(Stored data)
• • • • •

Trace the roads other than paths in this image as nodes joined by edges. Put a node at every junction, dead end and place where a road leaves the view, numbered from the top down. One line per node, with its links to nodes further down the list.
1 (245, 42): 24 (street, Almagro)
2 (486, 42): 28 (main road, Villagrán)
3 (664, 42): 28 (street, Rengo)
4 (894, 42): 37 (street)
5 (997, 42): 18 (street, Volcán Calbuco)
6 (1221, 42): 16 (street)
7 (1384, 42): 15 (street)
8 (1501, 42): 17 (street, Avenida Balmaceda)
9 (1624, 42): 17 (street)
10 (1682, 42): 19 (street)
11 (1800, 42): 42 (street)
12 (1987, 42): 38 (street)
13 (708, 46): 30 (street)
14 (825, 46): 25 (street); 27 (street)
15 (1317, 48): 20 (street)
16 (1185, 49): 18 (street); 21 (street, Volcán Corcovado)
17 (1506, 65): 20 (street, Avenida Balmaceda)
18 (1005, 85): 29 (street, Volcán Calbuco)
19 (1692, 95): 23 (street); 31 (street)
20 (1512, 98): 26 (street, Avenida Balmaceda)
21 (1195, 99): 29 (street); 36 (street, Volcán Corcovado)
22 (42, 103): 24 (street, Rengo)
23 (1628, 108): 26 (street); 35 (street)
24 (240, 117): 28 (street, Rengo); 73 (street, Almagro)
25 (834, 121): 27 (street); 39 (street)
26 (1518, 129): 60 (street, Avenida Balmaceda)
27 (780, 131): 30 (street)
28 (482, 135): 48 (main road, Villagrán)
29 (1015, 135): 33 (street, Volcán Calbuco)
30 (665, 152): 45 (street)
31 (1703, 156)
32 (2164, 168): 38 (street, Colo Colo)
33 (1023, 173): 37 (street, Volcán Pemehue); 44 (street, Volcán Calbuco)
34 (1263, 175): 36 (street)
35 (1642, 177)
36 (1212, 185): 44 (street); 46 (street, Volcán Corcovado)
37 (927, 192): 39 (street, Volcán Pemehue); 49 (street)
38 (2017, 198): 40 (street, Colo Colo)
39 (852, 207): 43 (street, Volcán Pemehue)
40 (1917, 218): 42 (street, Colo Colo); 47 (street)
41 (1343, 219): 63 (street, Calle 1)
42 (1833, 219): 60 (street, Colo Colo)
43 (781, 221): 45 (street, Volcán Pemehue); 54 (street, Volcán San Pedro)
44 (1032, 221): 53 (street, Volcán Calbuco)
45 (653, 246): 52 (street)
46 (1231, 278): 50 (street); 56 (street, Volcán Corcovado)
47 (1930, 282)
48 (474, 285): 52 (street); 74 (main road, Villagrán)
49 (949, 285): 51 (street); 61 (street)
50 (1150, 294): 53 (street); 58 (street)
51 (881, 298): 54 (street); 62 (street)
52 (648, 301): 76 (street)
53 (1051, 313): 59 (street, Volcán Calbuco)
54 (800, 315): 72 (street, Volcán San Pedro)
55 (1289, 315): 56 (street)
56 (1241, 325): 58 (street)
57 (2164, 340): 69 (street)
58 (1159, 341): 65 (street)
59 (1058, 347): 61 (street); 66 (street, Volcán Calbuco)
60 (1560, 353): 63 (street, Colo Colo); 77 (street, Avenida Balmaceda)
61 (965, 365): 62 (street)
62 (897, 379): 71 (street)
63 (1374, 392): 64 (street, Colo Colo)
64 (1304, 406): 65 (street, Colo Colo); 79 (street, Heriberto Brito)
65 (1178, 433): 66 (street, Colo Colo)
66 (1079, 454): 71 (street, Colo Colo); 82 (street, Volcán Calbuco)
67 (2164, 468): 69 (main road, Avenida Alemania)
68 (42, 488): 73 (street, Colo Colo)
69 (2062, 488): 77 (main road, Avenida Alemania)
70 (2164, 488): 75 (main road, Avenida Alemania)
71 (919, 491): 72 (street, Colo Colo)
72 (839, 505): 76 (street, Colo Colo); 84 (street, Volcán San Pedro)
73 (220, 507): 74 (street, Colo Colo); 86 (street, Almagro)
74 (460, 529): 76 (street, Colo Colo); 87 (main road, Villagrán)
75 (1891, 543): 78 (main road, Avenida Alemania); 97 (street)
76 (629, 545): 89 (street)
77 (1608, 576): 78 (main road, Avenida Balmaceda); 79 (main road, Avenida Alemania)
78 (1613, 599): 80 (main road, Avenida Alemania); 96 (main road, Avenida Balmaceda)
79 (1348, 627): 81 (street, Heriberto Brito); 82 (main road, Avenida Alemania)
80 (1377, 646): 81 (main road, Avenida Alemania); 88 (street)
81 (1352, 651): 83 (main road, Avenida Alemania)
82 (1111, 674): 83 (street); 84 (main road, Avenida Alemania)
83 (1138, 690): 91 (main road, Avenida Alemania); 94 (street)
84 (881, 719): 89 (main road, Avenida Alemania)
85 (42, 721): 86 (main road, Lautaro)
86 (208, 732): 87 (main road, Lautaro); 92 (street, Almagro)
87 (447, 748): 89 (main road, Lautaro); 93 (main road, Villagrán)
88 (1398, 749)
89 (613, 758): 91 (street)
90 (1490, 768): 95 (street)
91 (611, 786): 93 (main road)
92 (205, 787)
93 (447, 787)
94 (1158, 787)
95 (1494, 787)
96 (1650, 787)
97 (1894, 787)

• • • • •

* **Work instruction**
Output every record above, exactly as written.

* **The completed task**
Trace the roads other than paths in this image as nodes joined by edges. Put a node at every junction, dead end and place where a road leaves the view, numbered from the top down. One line per node, with its links to nodes further down the list.
1 (245, 42): 24 (street, Almagro)
2 (486, 42): 28 (main road, Villagrán)
3 (664, 42): 28 (street, Rengo)
4 (894, 42): 37 (street)
5 (997, 42): 18 (street, Volcán Calbuco)
6 (1221, 42): 16 (street)
7 (1384, 42): 15 (street)
8 (1501, 42): 17 (street, Avenida Balmaceda)
9 (1624, 42): 17 (street)
10 (1682, 42): 19 (street)
11 (1800, 42): 42 (street)
12 (1987, 42): 38 (street)
13 (708, 46): 30 (street)
14 (825, 46): 25 (street); 27 (street)
15 (1317, 48): 20 (street)
16 (1185, 49): 18 (street); 21 (street, Volcán Corcovado)
17 (1506, 65): 20 (street, Avenida Balmaceda)
18 (1005, 85): 29 (street, Volcán Calbuco)
19 (1692, 95): 23 (street); 31 (street)
20 (1512, 98): 26 (street, Avenida Balmaceda)
21 (1195, 99): 29 (street); 36 (street, Volcán Corcovado)
22 (42, 103): 24 (street, Rengo)
23 (1628, 108): 26 (street); 35 (street)
24 (240, 117): 28 (street, Rengo); 73 (street, Almagro)
25 (834, 121): 27 (street); 39 (street)
26 (1518, 129): 60 (street, Avenida Balmaceda)
27 (780, 131): 30 (street)
28 (482, 135): 48 (main road, Villagrán)
29 (1015, 135): 33 (street, Volcán Calbuco)
30 (665, 152): 45 (street)
31 (1703, 156)
32 (2164, 168): 38 (street, Colo Colo)
33 (1023, 173): 37 (street, Volcán Pemehue); 44 (street, Volcán Calbuco)
34 (1263, 175): 36 (street)
35 (1642, 177)
36 (1212, 185): 44 (street); 46 (street, Volcán Corcovado)
37 (927, 192): 39 (street, Volcán Pemehue); 49 (street)
38 (2017, 198): 40 (street, Colo Colo)
39 (852, 207): 43 (street, Volcán Pemehue)
40 (1917, 218): 42 (street, Colo Colo); 47 (street)
41 (1343, 219): 63 (street, Calle 1)
42 (1833, 219): 60 (street, Colo Colo)
43 (781, 221): 45 (street, Volcán Pemehue); 54 (street, Volcán San Pedro)
44 (1032, 221): 53 (street, Volcán Calbuco)
45 (653, 246): 52 (street)
46 (1231, 278): 50 (street); 56 (street, Volcán Corcovado)
47 (1930, 282)
48 (474, 285): 52 (street); 74 (main road, Villagrán)
49 (949, 285): 51 (street); 61 (street)
50 (1150, 294): 53 (street); 58 (street)
51 (881, 298): 54 (street); 62 (street)
52 (648, 301): 76 (street)
53 (1051, 313): 59 (street, Volcán Calbuco)
54 (800, 315): 72 (street, Volcán San Pedro)
55 (1289, 315): 56 (street)
56 (1241, 325): 58 (street)
57 (2164, 340): 69 (street)
58 (1159, 341): 65 (street)
59 (1058, 347): 61 (street); 66 (street, Volcán Calbuco)
60 (1560, 353): 63 (street, Colo Colo); 77 (street, Avenida Balmaceda)
61 (965, 365): 62 (street)
62 (897, 379): 71 (street)
63 (1374, 392): 64 (street, Colo Colo)
64 (1304, 406): 65 (street, Colo Colo); 79 (street, Heriberto Brito)
65 (1178, 433): 66 (street, Colo Colo)
66 (1079, 454): 71 (street, Colo Colo); 82 (street, Volcán Calbuco)
67 (2164, 468): 69 (main road, Avenida Alemania)
68 (42, 488): 73 (street, Colo Colo)
69 (2062, 488): 77 (main road, Avenida Alemania)
70 (2164, 488): 75 (main road, Avenida Alemania)
71 (919, 491): 72 (street, Colo Colo)
72 (839, 505): 76 (street, Colo Colo); 84 (street, Volcán San Pedro)
73 (220, 507): 74 (street, Colo Colo); 86 (street, Almagro)
74 (460, 529): 76 (street, Colo Colo); 87 (main road, Villagrán)
75 (1891, 543): 78 (main road, Avenida Alemania); 97 (street)
76 (629, 545): 89 (street)
77 (1608, 576): 78 (main road, Avenida Balmaceda); 79 (main road, Avenida Alemania)
78 (1613, 599): 80 (main road, Avenida Alemania); 96 (main road, Avenida Balmaceda)
79 (1348, 627): 81 (street, Heriberto Brito); 82 (main road, Avenida Alemania)
80 (1377, 646): 81 (main road, Avenida Alemania); 88 (street)
81 (1352, 651): 83 (main road, Avenida Alemania)
82 (1111, 674): 83 (street); 84 (main road, Avenida Alemania)
83 (1138, 690): 91 (main road, Avenida Alemania); 94 (street)
84 (881, 719): 89 (main road, Avenida Alemania)
85 (42, 721): 86 (main road, Lautaro)
86 (208, 732): 87 (main road, Lautaro); 92 (street, Almagro)
87 (447, 748): 89 (main road, Lautaro); 93 (main road, Villagrán)
88 (1398, 749)
89 (613, 758): 91 (street)
90 (1490, 768): 95 (street)
91 (611, 786): 93 (main road)
92 (205, 787)
93 (447, 787)
94 (1158, 787)
95 (1494, 787)
96 (1650, 787)
97 (1894, 787)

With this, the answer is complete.